Stored data entries:
■ ■ ■

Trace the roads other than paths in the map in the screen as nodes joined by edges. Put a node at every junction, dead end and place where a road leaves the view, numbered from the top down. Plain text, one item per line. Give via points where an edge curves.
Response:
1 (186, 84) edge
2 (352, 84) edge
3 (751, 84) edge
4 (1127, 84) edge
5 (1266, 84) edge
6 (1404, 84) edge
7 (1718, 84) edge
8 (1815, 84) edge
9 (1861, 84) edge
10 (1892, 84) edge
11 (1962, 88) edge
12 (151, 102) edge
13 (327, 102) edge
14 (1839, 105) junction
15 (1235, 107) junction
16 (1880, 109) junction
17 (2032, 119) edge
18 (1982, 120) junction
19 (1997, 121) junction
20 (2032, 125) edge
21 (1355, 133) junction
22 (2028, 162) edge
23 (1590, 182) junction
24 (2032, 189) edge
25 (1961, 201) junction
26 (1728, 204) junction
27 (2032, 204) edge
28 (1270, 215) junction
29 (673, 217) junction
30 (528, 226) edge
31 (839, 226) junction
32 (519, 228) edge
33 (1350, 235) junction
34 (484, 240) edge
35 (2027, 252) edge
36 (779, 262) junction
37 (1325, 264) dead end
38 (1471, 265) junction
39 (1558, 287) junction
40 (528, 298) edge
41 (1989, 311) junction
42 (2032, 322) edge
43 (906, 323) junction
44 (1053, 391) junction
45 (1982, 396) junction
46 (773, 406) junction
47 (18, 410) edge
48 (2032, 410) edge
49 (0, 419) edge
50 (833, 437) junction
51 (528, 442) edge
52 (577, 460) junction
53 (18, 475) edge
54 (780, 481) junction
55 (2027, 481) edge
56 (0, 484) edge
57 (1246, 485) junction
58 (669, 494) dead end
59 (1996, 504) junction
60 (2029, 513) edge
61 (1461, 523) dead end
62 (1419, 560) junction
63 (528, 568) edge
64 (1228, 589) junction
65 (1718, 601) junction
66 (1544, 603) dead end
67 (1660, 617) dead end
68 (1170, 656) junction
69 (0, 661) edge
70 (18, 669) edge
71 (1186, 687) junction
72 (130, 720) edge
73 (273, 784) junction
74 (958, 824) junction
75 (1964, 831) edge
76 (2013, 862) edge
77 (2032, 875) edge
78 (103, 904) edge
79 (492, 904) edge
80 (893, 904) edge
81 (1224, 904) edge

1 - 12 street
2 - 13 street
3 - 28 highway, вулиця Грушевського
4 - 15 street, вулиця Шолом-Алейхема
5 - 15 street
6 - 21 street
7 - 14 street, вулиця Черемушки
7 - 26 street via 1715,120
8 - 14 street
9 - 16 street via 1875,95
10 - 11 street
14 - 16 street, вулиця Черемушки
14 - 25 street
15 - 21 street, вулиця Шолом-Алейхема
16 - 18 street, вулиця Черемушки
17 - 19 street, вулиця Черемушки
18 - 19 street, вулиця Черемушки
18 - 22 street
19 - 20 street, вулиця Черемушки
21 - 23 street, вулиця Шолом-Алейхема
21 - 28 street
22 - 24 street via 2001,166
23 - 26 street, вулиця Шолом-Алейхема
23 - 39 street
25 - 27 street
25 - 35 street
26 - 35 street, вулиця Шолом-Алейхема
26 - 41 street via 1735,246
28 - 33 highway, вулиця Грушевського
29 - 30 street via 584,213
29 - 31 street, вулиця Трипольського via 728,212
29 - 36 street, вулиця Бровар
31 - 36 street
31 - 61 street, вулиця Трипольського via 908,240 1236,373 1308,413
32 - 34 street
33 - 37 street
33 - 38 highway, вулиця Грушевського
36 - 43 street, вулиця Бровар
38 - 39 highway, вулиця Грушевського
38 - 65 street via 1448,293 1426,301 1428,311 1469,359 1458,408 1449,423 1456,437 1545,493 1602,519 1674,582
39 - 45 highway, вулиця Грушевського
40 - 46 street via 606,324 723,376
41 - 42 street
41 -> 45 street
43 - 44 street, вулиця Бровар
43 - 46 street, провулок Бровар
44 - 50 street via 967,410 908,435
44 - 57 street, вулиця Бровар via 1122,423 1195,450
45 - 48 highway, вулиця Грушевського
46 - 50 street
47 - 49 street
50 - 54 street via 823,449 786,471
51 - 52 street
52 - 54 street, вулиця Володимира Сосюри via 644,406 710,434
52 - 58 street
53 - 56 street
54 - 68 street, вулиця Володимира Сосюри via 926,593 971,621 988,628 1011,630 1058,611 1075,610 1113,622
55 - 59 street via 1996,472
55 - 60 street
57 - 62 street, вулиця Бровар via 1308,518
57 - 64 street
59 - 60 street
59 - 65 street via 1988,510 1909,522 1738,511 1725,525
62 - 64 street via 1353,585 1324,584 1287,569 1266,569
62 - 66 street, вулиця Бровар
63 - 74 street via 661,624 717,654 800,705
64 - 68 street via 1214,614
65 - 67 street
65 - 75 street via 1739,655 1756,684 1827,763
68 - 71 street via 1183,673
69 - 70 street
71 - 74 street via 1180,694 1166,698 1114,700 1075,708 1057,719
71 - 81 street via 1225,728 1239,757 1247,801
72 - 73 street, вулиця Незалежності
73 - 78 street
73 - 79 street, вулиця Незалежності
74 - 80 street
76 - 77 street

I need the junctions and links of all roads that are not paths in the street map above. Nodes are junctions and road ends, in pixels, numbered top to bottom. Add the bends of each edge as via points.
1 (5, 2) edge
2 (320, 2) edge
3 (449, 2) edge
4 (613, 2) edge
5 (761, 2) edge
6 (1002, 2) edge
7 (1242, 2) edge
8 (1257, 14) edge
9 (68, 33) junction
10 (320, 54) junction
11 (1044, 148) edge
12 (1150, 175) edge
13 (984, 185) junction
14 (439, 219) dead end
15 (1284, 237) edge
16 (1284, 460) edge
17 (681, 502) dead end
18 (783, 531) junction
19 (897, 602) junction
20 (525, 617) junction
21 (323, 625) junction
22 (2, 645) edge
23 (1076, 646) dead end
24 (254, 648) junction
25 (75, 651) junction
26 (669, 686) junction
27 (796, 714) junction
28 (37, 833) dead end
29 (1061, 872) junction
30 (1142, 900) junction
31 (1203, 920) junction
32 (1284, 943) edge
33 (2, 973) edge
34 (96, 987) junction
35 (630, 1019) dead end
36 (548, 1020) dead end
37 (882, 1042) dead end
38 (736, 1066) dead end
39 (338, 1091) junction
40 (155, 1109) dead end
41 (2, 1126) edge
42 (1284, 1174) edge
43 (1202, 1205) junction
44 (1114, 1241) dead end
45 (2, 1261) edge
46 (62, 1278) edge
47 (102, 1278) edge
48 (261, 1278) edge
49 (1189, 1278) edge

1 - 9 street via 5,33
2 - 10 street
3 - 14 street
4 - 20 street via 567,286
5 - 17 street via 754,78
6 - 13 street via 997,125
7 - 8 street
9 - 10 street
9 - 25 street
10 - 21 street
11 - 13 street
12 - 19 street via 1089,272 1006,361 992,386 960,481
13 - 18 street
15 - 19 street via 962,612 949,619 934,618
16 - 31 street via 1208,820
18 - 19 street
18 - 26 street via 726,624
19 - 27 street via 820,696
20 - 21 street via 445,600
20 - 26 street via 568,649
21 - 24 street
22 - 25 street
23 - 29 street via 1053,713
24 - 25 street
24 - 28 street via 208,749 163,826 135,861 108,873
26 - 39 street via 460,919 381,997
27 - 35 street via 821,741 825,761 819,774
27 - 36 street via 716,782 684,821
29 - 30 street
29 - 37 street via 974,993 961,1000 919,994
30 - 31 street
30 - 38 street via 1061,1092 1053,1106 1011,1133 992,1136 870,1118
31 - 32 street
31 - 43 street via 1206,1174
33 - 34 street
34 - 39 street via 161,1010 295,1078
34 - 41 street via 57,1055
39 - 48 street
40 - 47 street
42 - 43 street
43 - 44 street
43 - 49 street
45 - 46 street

■ ■ ■

- **Task statement**
All lines with the word "Грушевського" are needed; pull them from the entries and copy each.

- **Response for this exercise**
3 - 28 highway, вулиця Грушевського
28 - 33 highway, вулиця Грушевського
33 - 38 highway, вулиця Грушевського
38 - 39 highway, вулиця Грушевського
39 - 45 highway, вулиця Грушевського
45 - 48 highway, вулиця Грушевського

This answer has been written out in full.